# Can't turn off computer: Spurious APIC interrupt on CPU#0

## aleeds

I'm using Gentoo 2.6.30-r8 and after installing Gnome I've been having problem with shutting turning off my computer. During the process of shutting down it stops and just starts giving the error message 

```
Spurious APIC interrupt on CPU#0 - should never happen
```

and just keeps filling the screen with this message. From a bit of googling I've found that some people seem to have solved similar problems by adding noapic and/or acpi=off at the end of the kernel line in the /boot/grub/menu.lst file. I've tried this but then the computer just stops while booting instead. No error message or anything just seems to freeze. Does anybody have any ideas of what to do?

----------

## dirk_salewski

Hi aleeds, 

is gentoo-sources-2.6.30-r8 the latest stable version for your platform?

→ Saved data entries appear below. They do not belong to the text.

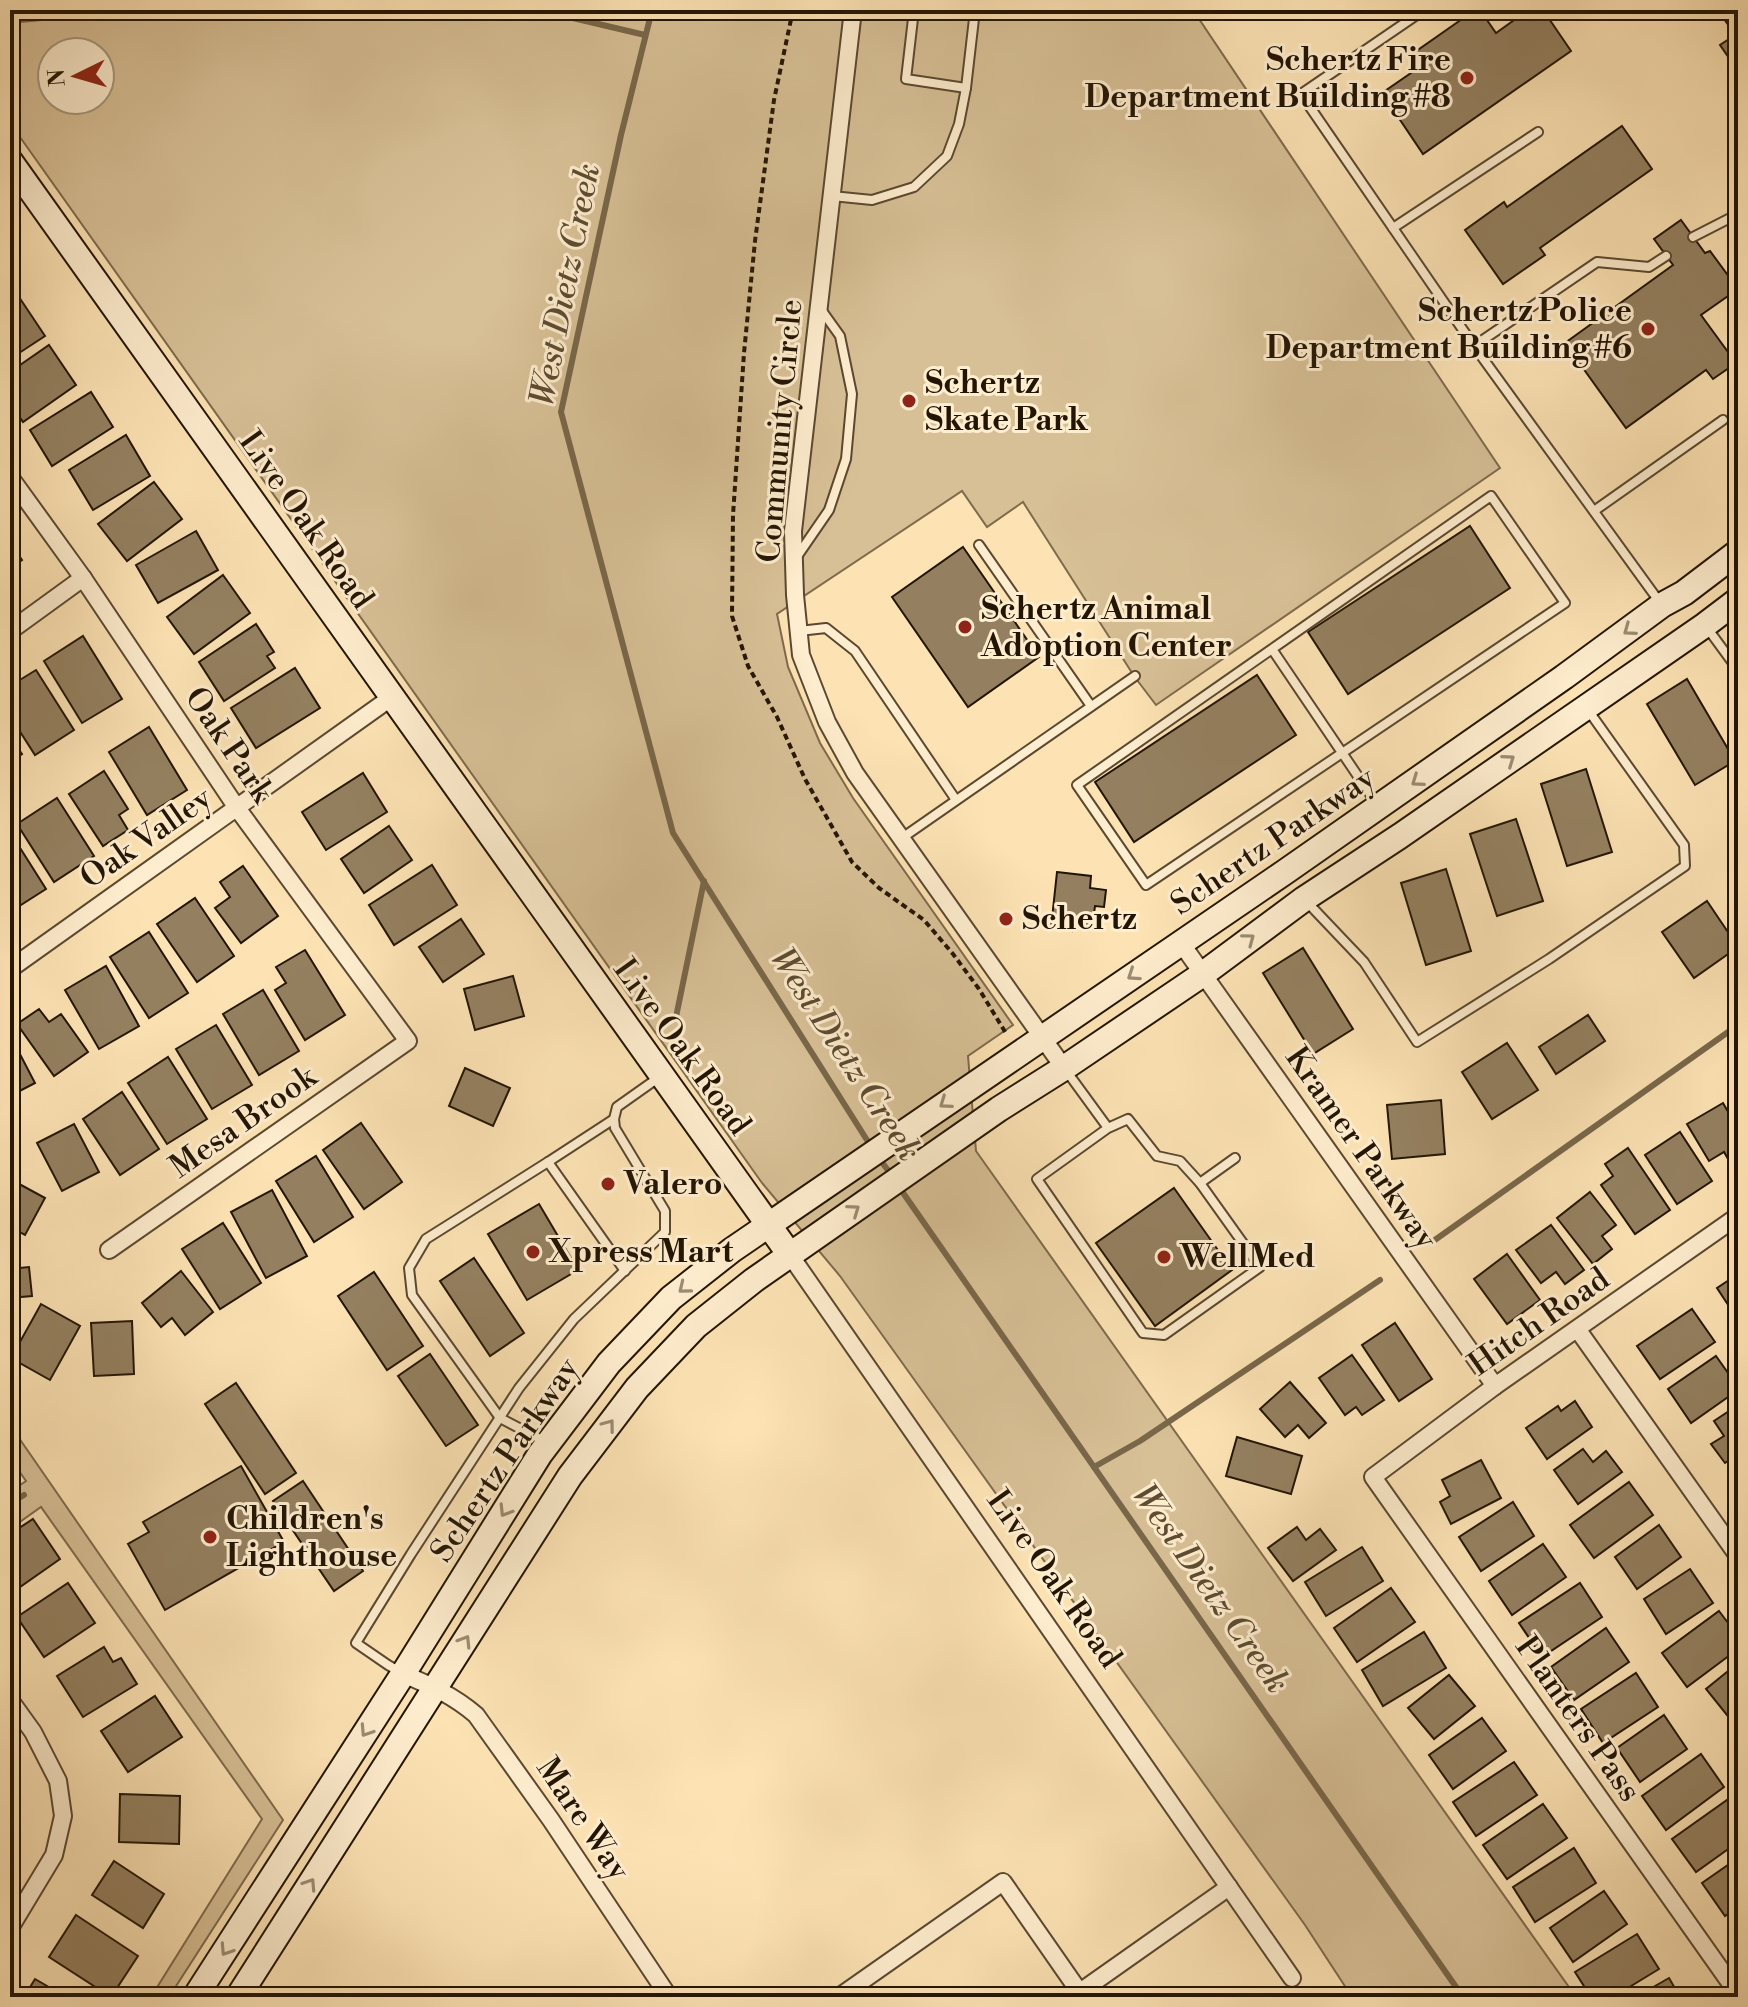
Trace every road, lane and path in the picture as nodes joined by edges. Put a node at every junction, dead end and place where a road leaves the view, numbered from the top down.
1 (853, 10) edge
2 (914, 10) edge
3 (975, 10) edge
4 (1424, 10) edge
5 (966, 88) junction
6 (1538, 132) dead end
7 (10, 161) edge
8 (832, 196) junction
9 (1738, 214) edge
10 (1393, 228) junction
11 (1693, 237) dead end
12 (1666, 256) dead end
13 (819, 306) junction
14 (1474, 346) junction
15 (1723, 420) dead end
16 (10, 477) edge
17 (1594, 511) junction
18 (979, 545) dead end
19 (1738, 552) edge
20 (794, 562) junction
21 (83, 578) junction
22 (1684, 593) junction
23 (1738, 600) edge
24 (1662, 605) junction
25 (1705, 625) junction
26 (10, 631) edge
27 (799, 631) junction
28 (1272, 649) junction
29 (1738, 670) edge
30 (1135, 676) dead end
31 (1564, 677) junction
32 (392, 697) junction
33 (1091, 706) junction
34 (1585, 706) junction
35 (1342, 753) junction
36 (956, 800) junction
37 (1379, 807) junction
38 (237, 808) junction
39 (1400, 836) junction
40 (901, 838) junction
41 (1285, 872) junction
42 (1304, 899) junction
43 (1181, 943) junction
44 (10, 969) edge
45 (1203, 974) junction
46 (1043, 1037) junction
47 (408, 1041) joint
48 (1064, 1068) junction
49 (662, 1075) junction
50 (614, 1119) junction
51 (1108, 1128) junction
52 (1235, 1158) dead end
53 (548, 1162) junction
54 (1200, 1183) junction
55 (1738, 1216) edge
56 (769, 1224) junction
57 (109, 1250) dead end
58 (790, 1255) junction
59 (625, 1271) junction
60 (1578, 1330) junction
61 (1495, 1386) junction
62 (500, 1418) junction
63 (548, 1443) junction
64 (1373, 1477) joint
65 (1738, 1556) edge
66 (403, 1674) junction
67 (436, 1687) junction
68 (10, 1700) edge
69 (1229, 1887) junction
70 (10, 1928) edge
71 (1292, 1978) dead end
72 (1738, 1994) edge
73 (1081, 1995) edge
74 (195, 1997) edge
75 (238, 1997) edge
76 (669, 1997) edge
77 (839, 1997) edge

1 - 8 street, Community Circle
2 - 5 lane
3 - 5 lane
4 - 10 lane
5 - 8 lane
6 - 10 lane
7 - 32 main road, Live Oak Road
8 - 13 street, Community Circle
9 - 11 lane
10 - 14 lane
12 - 14 lane
13 - 20 street, Community Circle
13 - 20 lane
14 - 17 lane
15 - 17 lane
16 - 21 street, Oak Park
17 - 24 lane
18 - 33 lane
19 - 22 main road, Schertz Parkway
20 - 27 street, Community Circle
21 - 26 street
21 - 38 street, Oak Park
22 - 24 main road, Schertz Parkway
22 - 25 main road
23 - 25 main road, Schertz Parkway
24 -> 31 main road, Schertz Parkway
25 - 29 lane
25 - 34 main road, Schertz Parkway
27 - 36 lane
27 - 40 street, Community Circle
28 - 35 lane
28 - 35 lane
28 - 35 lane
30 - 33 lane
31 - 34 main road
31 -> 37 main road, Schertz Parkway
32 - 38 street, Oak Valley
32 - 49 main road, Live Oak Road
33 - 36 lane
39 -> 34 main road, Schertz Parkway
34 - 42 lane
35 - 37 lane
36 - 40 lane
37 - 39 main road
37 - 41 main road, Schertz Parkway
38 - 44 street, Oak Valley
38 - 47 street, Oak Park
39 - 42 main road, Schertz Parkway
40 - 46 street, Community Circle
41 - 42 main road
41 - 43 main road, Schertz Parkway
45 -> 42 main road, Schertz Parkway
43 - 45 street, Kramer Parkway
43 -> 46 main road, Schertz Parkway
45 - 48 main road, Schertz Parkway
45 - 61 street, Kramer Parkway
46 - 48 street, Community Circle
46 -> 56 main road, Schertz Parkway
47 - 57 street, Mesa Brook
48 - 51 lane
58 -> 48 main road, Schertz Parkway
49 - 50 lane
49 - 56 main road, Live Oak Road
50 - 53 lane
50 - 59 lane
51 - 54 lane
51 - 54 lane
52 - 54 lane
53 - 59 lane
53 - 62 lane
55 - 60 street, Hitch Road
56 - 58 main road, Live Oak Road
56 -> 63 main road, Schertz Parkway
67 -> 58 main road, Schertz Parkway
58 - 69 street, Live Oak Road
59 - 62 lane
60 - 61 street, Hitch Road
60 - 65 street
61 - 64 street, Hitch Road
62 - 63 lane
62 - 66 lane
63 -> 66 main road, Schertz Parkway
64 - 72 street, Planters Pass
66 - 67 street, Mare Way
66 -> 74 main road, Schertz Parkway
75 -> 67 main road, Schertz Parkway
67 - 76 street, Mare Way
68 - 70 street
69 - 71 street, Live Oak Road
69 - 73 street
73 - 77 street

Or could you try to use e.g. 2.6.31-r6?

Dirk

----------

## Hypnos

Use the latest sources, also turn try turning on "rerouting of broken boot interrupts" under processor setup and "MSI" under PCI setup.

----------

## ReD-BaRoN

Are you running on a Abit BP6 by chance?

I have to do the following to avoid APIC issues like this:

```
root (hd0,0)

kernel (hd0,0)/kernel-2.6.28-hardened-r9 root=/dev/hdc3 noapic
```

----------